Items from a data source
****************************************

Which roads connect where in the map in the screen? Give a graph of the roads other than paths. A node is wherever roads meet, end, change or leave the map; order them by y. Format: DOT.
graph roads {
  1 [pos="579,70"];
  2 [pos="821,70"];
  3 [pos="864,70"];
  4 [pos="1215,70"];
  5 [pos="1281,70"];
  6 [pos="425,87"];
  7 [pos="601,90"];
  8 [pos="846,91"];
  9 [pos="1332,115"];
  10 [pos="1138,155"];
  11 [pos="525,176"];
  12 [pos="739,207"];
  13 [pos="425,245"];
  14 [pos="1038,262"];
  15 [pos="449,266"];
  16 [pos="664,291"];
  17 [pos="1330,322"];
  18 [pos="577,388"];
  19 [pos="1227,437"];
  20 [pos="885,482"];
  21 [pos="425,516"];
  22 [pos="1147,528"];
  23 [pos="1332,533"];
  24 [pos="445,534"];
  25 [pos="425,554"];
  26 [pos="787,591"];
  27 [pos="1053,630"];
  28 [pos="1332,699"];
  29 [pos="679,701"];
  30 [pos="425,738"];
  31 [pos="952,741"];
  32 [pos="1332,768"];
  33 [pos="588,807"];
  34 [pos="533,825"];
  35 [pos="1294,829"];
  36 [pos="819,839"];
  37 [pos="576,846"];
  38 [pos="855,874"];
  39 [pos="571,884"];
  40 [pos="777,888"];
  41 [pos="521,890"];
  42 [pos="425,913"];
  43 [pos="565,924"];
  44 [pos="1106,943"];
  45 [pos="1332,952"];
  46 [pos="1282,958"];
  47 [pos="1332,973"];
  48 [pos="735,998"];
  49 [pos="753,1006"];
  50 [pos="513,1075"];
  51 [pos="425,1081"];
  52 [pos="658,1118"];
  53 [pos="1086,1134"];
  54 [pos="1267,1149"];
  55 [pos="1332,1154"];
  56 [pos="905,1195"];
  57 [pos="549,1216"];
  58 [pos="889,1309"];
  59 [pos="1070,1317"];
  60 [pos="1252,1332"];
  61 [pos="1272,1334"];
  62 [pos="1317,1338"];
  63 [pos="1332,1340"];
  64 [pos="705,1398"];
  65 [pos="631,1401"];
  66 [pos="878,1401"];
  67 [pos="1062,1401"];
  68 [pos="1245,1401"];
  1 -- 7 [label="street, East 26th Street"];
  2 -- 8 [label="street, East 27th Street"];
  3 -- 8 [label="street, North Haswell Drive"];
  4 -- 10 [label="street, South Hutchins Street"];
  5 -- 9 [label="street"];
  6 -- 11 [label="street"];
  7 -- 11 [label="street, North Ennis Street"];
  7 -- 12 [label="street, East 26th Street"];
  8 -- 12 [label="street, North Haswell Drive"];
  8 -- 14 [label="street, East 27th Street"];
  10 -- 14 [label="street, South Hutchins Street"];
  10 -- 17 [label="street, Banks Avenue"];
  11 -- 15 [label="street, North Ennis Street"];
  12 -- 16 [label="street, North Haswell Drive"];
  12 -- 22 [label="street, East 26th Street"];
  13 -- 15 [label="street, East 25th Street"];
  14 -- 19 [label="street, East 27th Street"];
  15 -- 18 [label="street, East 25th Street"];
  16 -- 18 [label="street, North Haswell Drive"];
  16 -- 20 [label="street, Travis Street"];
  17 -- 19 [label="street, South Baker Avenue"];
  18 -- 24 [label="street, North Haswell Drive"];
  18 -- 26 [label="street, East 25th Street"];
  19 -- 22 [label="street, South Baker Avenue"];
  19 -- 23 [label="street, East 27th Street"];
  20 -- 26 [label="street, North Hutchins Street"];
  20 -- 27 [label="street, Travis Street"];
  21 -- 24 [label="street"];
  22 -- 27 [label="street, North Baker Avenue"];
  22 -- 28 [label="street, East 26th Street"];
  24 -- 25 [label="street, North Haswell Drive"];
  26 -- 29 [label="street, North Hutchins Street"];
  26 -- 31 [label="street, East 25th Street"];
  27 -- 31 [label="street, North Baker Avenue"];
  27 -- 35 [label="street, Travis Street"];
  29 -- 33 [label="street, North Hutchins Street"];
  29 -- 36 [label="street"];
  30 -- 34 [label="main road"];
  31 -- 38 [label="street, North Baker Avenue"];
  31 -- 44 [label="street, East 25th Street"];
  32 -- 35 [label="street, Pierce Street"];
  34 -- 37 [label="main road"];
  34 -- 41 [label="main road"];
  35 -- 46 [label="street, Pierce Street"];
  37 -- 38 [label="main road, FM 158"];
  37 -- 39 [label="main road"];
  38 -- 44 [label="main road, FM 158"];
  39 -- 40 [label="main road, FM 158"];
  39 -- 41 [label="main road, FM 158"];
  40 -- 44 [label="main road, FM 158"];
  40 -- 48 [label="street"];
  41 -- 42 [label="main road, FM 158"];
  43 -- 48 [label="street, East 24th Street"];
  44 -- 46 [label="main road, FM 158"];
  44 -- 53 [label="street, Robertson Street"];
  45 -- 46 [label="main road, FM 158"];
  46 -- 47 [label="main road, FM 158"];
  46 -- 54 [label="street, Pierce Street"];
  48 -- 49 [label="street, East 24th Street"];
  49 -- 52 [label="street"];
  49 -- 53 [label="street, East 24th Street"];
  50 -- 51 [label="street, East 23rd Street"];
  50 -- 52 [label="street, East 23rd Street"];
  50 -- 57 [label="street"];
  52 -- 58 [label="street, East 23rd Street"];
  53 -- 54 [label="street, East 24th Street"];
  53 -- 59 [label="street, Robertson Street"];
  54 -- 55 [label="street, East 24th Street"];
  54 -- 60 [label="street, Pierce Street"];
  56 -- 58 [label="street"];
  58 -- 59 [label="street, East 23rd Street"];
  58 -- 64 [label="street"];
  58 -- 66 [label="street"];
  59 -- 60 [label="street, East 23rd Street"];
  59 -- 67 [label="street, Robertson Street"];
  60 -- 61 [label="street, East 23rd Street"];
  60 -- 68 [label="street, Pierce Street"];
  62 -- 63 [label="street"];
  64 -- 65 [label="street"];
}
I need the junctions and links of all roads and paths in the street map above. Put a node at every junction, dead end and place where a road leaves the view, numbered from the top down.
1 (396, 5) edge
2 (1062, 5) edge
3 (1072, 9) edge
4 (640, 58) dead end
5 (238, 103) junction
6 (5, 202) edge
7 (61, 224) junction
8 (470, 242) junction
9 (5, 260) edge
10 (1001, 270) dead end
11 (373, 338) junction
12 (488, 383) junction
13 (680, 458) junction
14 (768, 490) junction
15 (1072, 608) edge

****************************************

(Exercise description): Only the lines from the one containing "I need the junctions" through the last line of the records are to be set down, exactly as they appear.

(Answer to this task):
I need the junctions and links of all roads and paths in the street map above. Put a node at every junction, dead end and place where a road leaves the view, numbered from the top down.
1 (396, 5) edge
2 (1062, 5) edge
3 (1072, 9) edge
4 (640, 58) dead end
5 (238, 103) junction
6 (5, 202) edge
7 (61, 224) junction
8 (470, 242) junction
9 (5, 260) edge
10 (1001, 270) dead end
11 (373, 338) junction
12 (488, 383) junction
13 (680, 458) junction
14 (768, 490) junction
15 (1072, 608) edge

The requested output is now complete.